Search the data below for the word "from" and copy each line that holds it.
>>>>>
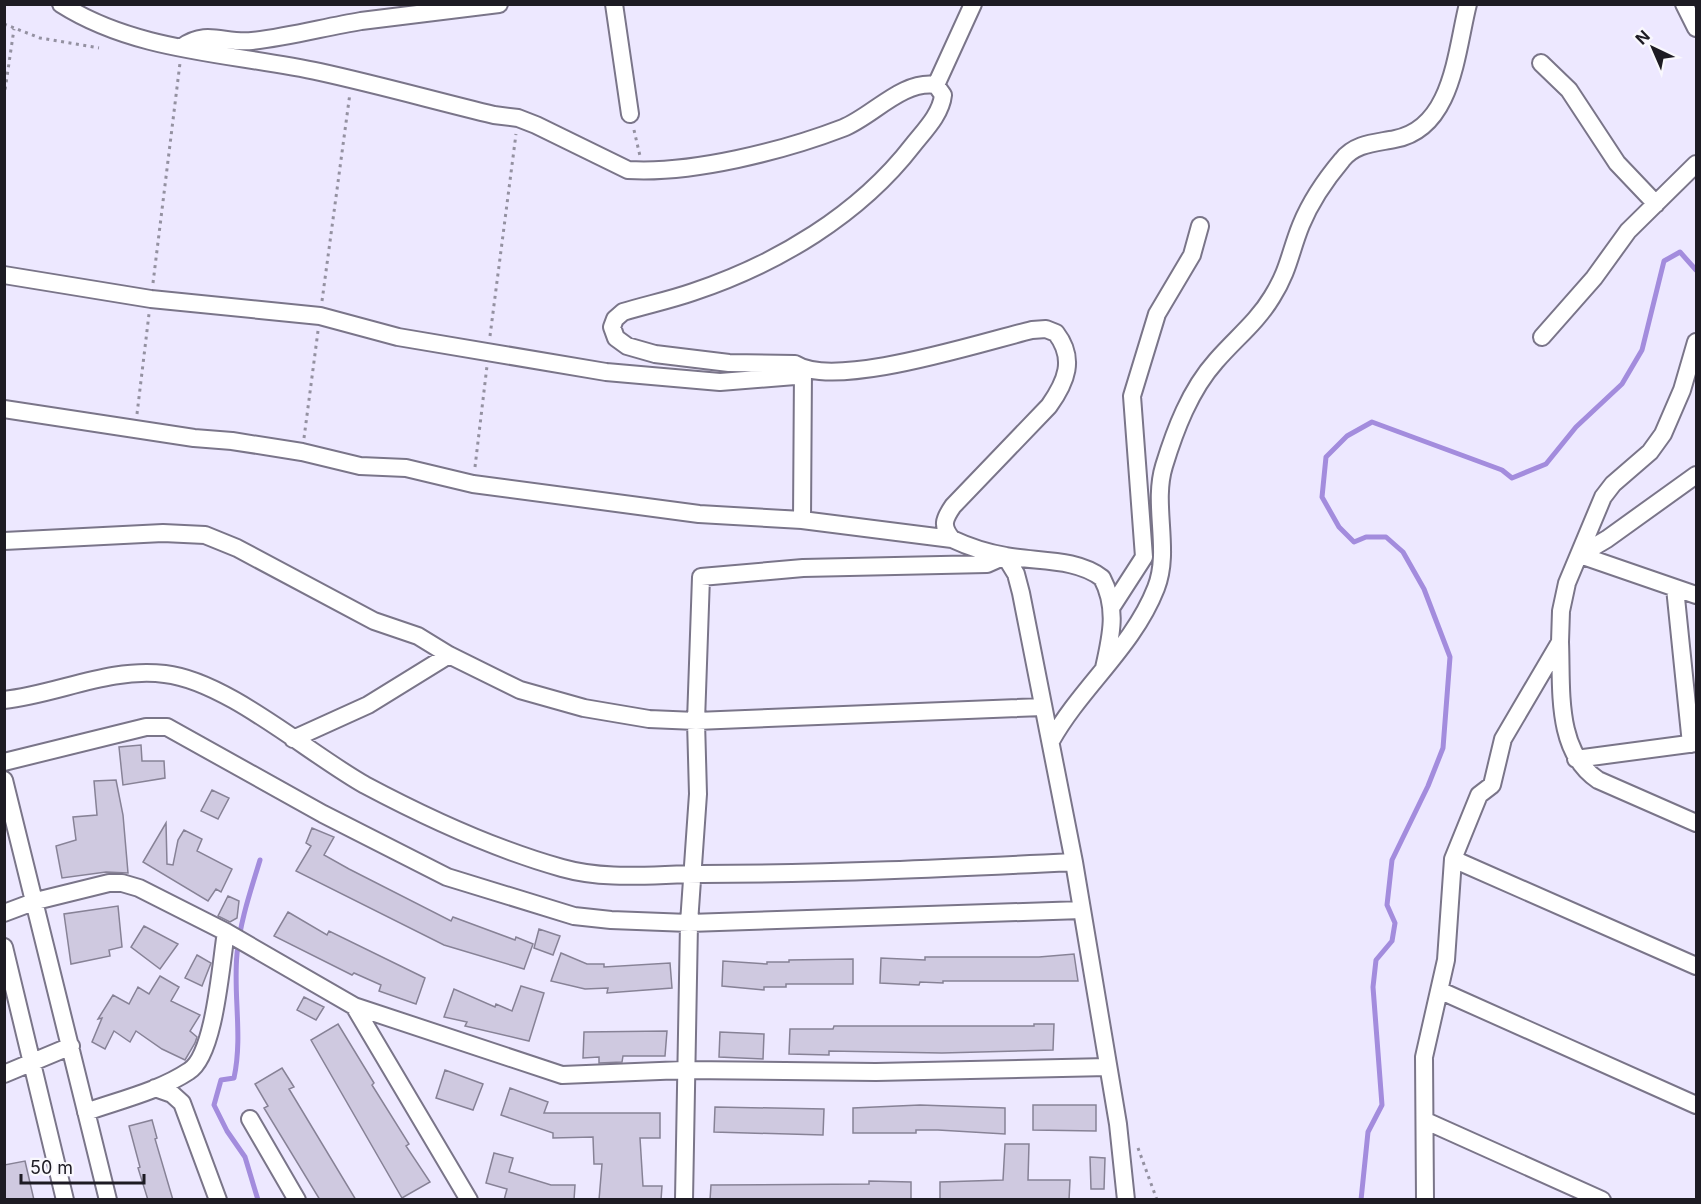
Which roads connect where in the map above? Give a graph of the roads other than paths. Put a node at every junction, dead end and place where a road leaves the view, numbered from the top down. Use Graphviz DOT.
graph roads {
  1 [pos="61,4"];
  2 [pos="358,4"];
  3 [pos="499,4"];
  4 [pos="614,4"];
  5 [pos="973,4"];
  6 [pos="1467,4"];
  7 [pos="1684,4"];
  8 [pos="361,22"];
  9 [pos="1696,28"];
  10 [pos="182,46"];
  11 [pos="1541,63"];
  12 [pos="936,85"];
  13 [pos="630,114"];
  14 [pos="1696,164"];
  15 [pos="1656,204"];
  16 [pos="1200,226"];
  17 [pos="4,275"];
  18 [pos="1542,337"];
  19 [pos="1696,342"];
  20 [pos="803,369"];
  21 [pos="4,409"];
  22 [pos="1696,475"];
  23 [pos="802,520"];
  24 [pos="952,539"];
  25 [pos="4,541"];
  26 [pos="1580,555"];
  27 [pos="1005,556"];
  28 [pos="1675,588"];
  29 [pos="1696,595"];
  30 [pos="1113,605"];
  31 [pos="1560,642"];
  32 [pos="449,655"];
  33 [pos="1104,668"];
  34 [pos="4,700"];
  35 [pos="1043,707"];
  36 [pos="696,721"];
  37 [pos="292,739"];
  38 [pos="1051,741"];
  39 [pos="1694,744"];
  40 [pos="1576,759"];
  41 [pos="4,762"];
  42 [pos="4,780"];
  43 [pos="1696,823"];
  44 [pos="1453,859"];
  45 [pos="1074,862"];
  46 [pos="694,874"];
  47 [pos="36,901"];
  48 [pos="1082,910"];
  49 [pos="4,913"];
  50 [pos="689,923"];
  51 [pos="226,932"];
  52 [pos="4,947"];
  53 [pos="1696,966"];
  54 [pos="1441,991"];
  55 [pos="354,1006"];
  56 [pos="70,1046"];
  57 [pos="31,1064"];
  58 [pos="1108,1067"];
  59 [pos="684,1070"];
  60 [pos="4,1074"];
  61 [pos="155,1088"];
  62 [pos="1696,1105"];
  63 [pos="86,1112"];
  64 [pos="250,1119"];
  65 [pos="1426,1121"];
  66 [pos="467,1196"];
  67 [pos="65,1200"];
  68 [pos="108,1200"];
  69 [pos="218,1200"];
  70 [pos="297,1200"];
  71 [pos="482,1200"];
  72 [pos="684,1200"];
  73 [pos="1126,1200"];
  74 [pos="1425,1200"];
  75 [pos="1602,1200"];
  1 -- 10 [label="street"];
  2 -- 8 [label="street"];
  3 -- 8 [label="street"];
  4 -- 13 [label="street"];
  5 -- 12 [label="street"];
  6 -- 33 [label="street"];
  7 -- 9 [label="street"];
  8 -- 10 [label="street"];
  10 -- 12 [label="street"];
  11 -- 15 [label="street"];
  12 -- 20 [label="street"];
  14 -- 15 [label="street"];
  15 -- 18 [label="street"];
  16 -- 30 [label="street"];
  17 -- 20 [label="street"];
  19 -- 26 [label="street"];
  20 -- 23 [label="street"];
  20 -- 24 [label="street"];
  21 -- 23 [label="street"];
  22 -- 26 [label="street"];
  23 -- 24 [label="street"];
  24 -- 27 [label="street"];
  25 -- 32 [label="street"];
  26 -- 28 [label="street"];
  26 -- 31 [label="street"];
  27 -- 30 [label="street"];
  27 -- 35 [label="street"];
  27 -- 36 [label="street"];
  28 -- 29 [label="street"];
  28 -- 39 [label="street"];
  30 -- 33 [label="street"];
  31 -- 40 [label="street"];
  31 -- 44 [label="street"];
  32 -- 36 [label="street"];
  32 -- 37 [label="street"];
  33 -- 38 [label="street"];
  34 -- 37 [label="street"];
  35 -- 36 [label="street"];
  35 -- 38 [label="street"];
  36 -- 46 [label="street"];
  37 -- 46 [label="street"];
  38 -- 45 [label="street"];
  39 -- 40 [label="street"];
  40 -- 43 [label="street"];
  41 -- 50 [label="street"];
  42 -- 47 [label="street"];
  44 -- 53 [label="street"];
  44 -- 54 [label="street"];
  45 -- 46 [label="street"];
  45 -- 48 [label="street"];
  46 -- 50 [label="street"];
  47 -- 49 [label="street"];
  47 -- 51 [label="street"];
  47 -- 56 [label="street"];
  48 -- 50 [label="street"];
  48 -- 58 [label="street"];
  50 -- 59 [label="street"];
  51 -- 55 [label="street"];
  51 -- 61 [label="street"];
  52 -- 57 [label="street"];
  54 -- 62 [label="street"];
  54 -- 65 [label="street"];
  55 -- 59 [label="street"];
  55 -- 66 [label="street"];
  56 -- 57 [label="street"];
  56 -- 63 [label="street"];
  57 -- 60 [label="street"];
  57 -- 67 [label="street"];
  58 -- 59 [label="street"];
  58 -- 73 [label="street"];
  59 -- 72 [label="street"];
  61 -- 63 [label="street"];
  61 -- 69 [label="street"];
  63 -- 68 [label="street"];
  64 -- 70 [label="street"];
  65 -- 74 [label="street"];
  65 -- 75 [label="street"];
  66 -- 71 [label="street"];
}
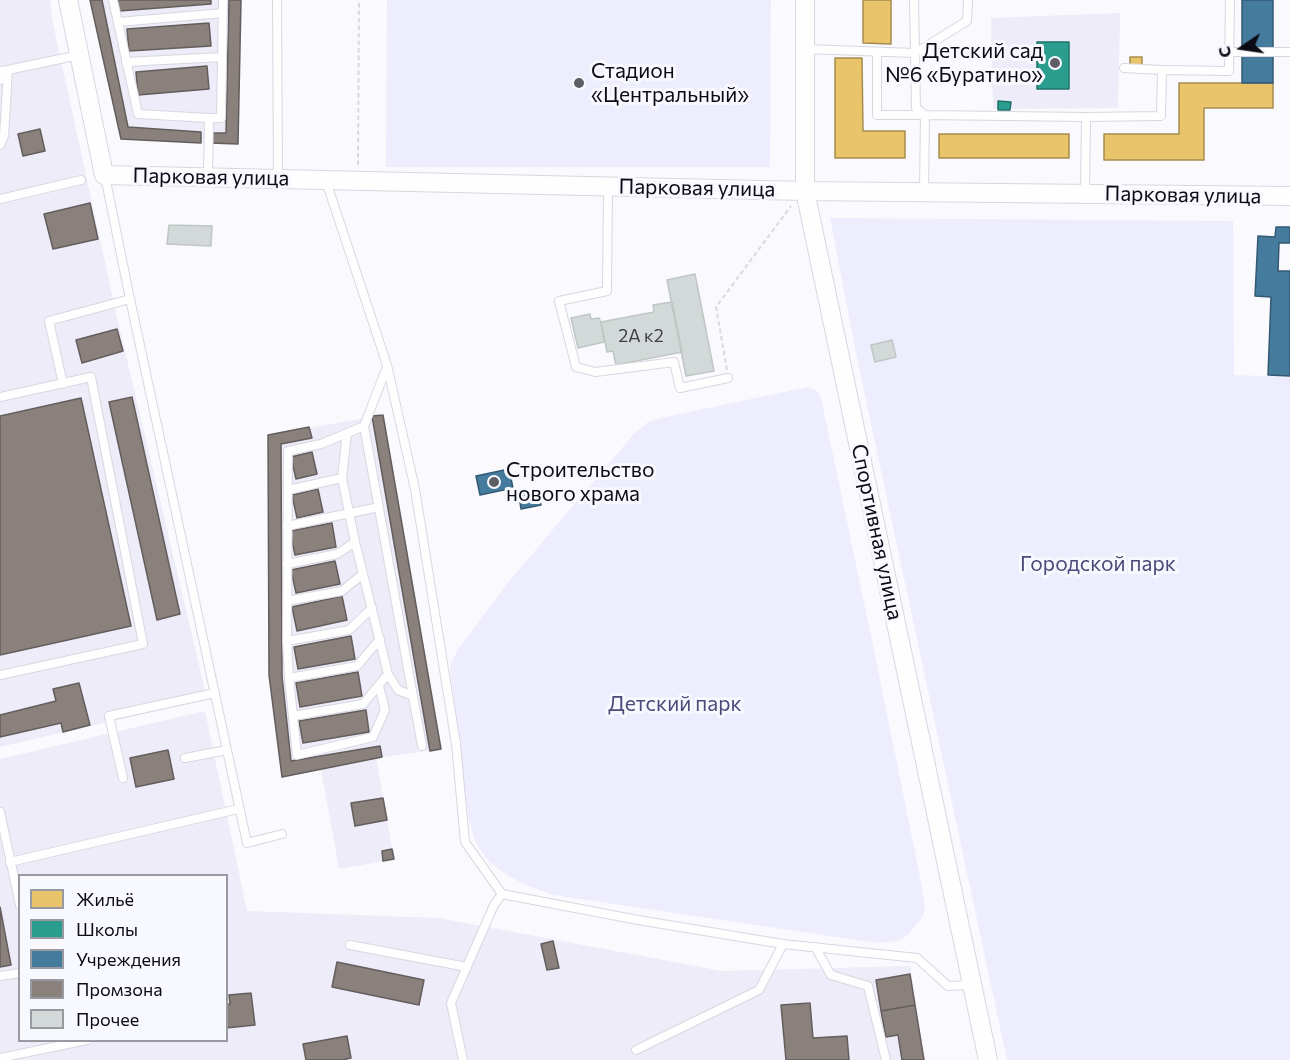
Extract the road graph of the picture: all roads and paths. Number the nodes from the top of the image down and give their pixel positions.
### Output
1 (68, 0) edge
2 (113, 0) edge
3 (223, 0) edge
4 (277, 0) edge
5 (359, 0) edge
6 (805, 0) edge
7 (914, 0) edge
8 (968, 0) edge
9 (1230, 0) edge
10 (223, 13) junction
11 (117, 22) junction
12 (805, 49) junction
13 (1229, 51) junction
14 (877, 52) junction
15 (1290, 52) edge
16 (915, 53) junction
17 (80, 55) junction
18 (222, 57) junction
19 (126, 62) junction
20 (1124, 68) dead end
21 (4, 70) edge
22 (1162, 70) junction
23 (0, 80) edge
24 (925, 115) junction
25 (1086, 117) junction
26 (208, 118) junction
27 (0, 145) edge
28 (104, 175) junction
29 (208, 177) junction
30 (278, 178) junction
31 (326, 179) junction
32 (81, 180) dead end
33 (357, 181) junction
34 (608, 186) junction
35 (805, 191) junction
36 (924, 192) junction
37 (1085, 194) junction
38 (1290, 196) edge
39 (0, 199) edge
40 (130, 299) junction
41 (387, 365) junction
42 (728, 378) joint
43 (63, 384) junction
44 (0, 397) edge
45 (364, 426) junction
46 (348, 433) junction
47 (342, 478) junction
48 (288, 490) junction
49 (379, 507) junction
50 (348, 513) junction
51 (287, 526) junction
52 (355, 542) junction
53 (287, 564) junction
54 (363, 574) junction
55 (287, 601) junction
56 (372, 608) junction
57 (380, 639) junction
58 (287, 641) junction
59 (388, 674) junction
60 (0, 675) edge
61 (289, 678) junction
62 (379, 686) junction
63 (215, 693) junction
64 (413, 696) junction
65 (293, 716) junction
66 (422, 746) dead end
67 (227, 750) junction
68 (185, 758) dead end
69 (123, 778) dead end
70 (240, 810) junction
71 (0, 812) edge
72 (282, 834) dead end
73 (10, 861) junction
74 (502, 894) junction
75 (18, 896) edge
76 (783, 944) junction
77 (350, 945) dead end
78 (814, 947) junction
79 (467, 967) junction
80 (18, 973) edge
81 (0, 976) edge
82 (973, 985) junction
83 (82, 1042) edge
84 (636, 1050) dead end
85 (0, 1058) edge
86 (463, 1060) edge
87 (886, 1060) edge
88 (988, 1060) edge

1 - 17 street
2 - 11 lane
3 - 10 lane
4 - 30 lane
5 - 33 path
6 - 12 street, Спортивная улица
7 - 16 lane
8 - 16 lane
9 - 13 lane
10 - 11 lane
10 - 18 lane
11 - 19 lane
12 - 14 lane
12 - 35 street, Спортивная улица
13 - 15 lane
13 - 22 lane
14 - 16 lane
14 - 24 lane
16 - 24 lane
17 - 21 lane
17 - 28 street
18 - 19 lane
18 - 26 lane
19 - 26 lane
20 - 22 lane
21 - 23 lane
21 - 27 lane
22 - 25 lane
24 - 25 lane
24 - 36 lane
25 - 37 lane
26 - 29 lane
28 - 29 street, Парковая улица
28 - 40 lane
29 - 30 street, Парковая улица
30 - 31 street, Парковая улица
31 - 33 street, Парковая улица
31 - 41 lane
32 - 39 lane
33 - 34 street, Парковая улица
34 - 35 street, Парковая улица
34 - 42 lane
35 - 36 street, Парковая улица
35 - 42 path
35 - 82 street, Спортивная улица
36 - 37 street, Парковая улица
37 - 38 street, Парковая улица
40 - 43 lane
40 - 63 lane
41 - 45 lane
41 - 74 lane
43 - 44 lane
43 - 60 lane
45 - 46 lane
45 - 49 lane
46 - 47 lane
46 - 48 lane
47 - 48 lane
47 - 50 lane
48 - 51 lane
49 - 50 lane
49 - 64 lane
50 - 51 lane
50 - 52 lane
51 - 53 lane
52 - 53 lane
52 - 54 lane
53 - 55 lane
54 - 55 lane
54 - 56 lane
55 - 58 lane
56 - 57 lane
56 - 58 lane
57 - 59 lane
57 - 61 lane
58 - 61 lane
59 - 62 lane
59 - 64 lane
61 - 65 lane
62 - 65 lane
62 - 65 lane
63 - 67 lane
63 - 69 lane
64 - 66 lane
67 - 68 lane
67 - 70 lane
70 - 72 lane
70 - 73 lane
71 - 73 lane
73 - 75 lane
74 - 76 lane
74 - 79 lane
76 - 78 lane
76 - 84 lane
77 - 79 lane
78 - 82 lane
78 - 87 lane
79 - 86 lane
80 - 81 lane
82 - 88 street, Спортивная улица
83 - 85 lane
<<<<<
▶ ANSWER SECTION:
Which roads connect where in the map above? Give a graph of the roads other than paths. Put a node at every junction, dead end and place where a road leaves the view, numbered from the top down. Use Graphviz DOT.
Extract the road graph of the picture: all roads and paths. Number the nodes from the top of the image down and give their pixel positions.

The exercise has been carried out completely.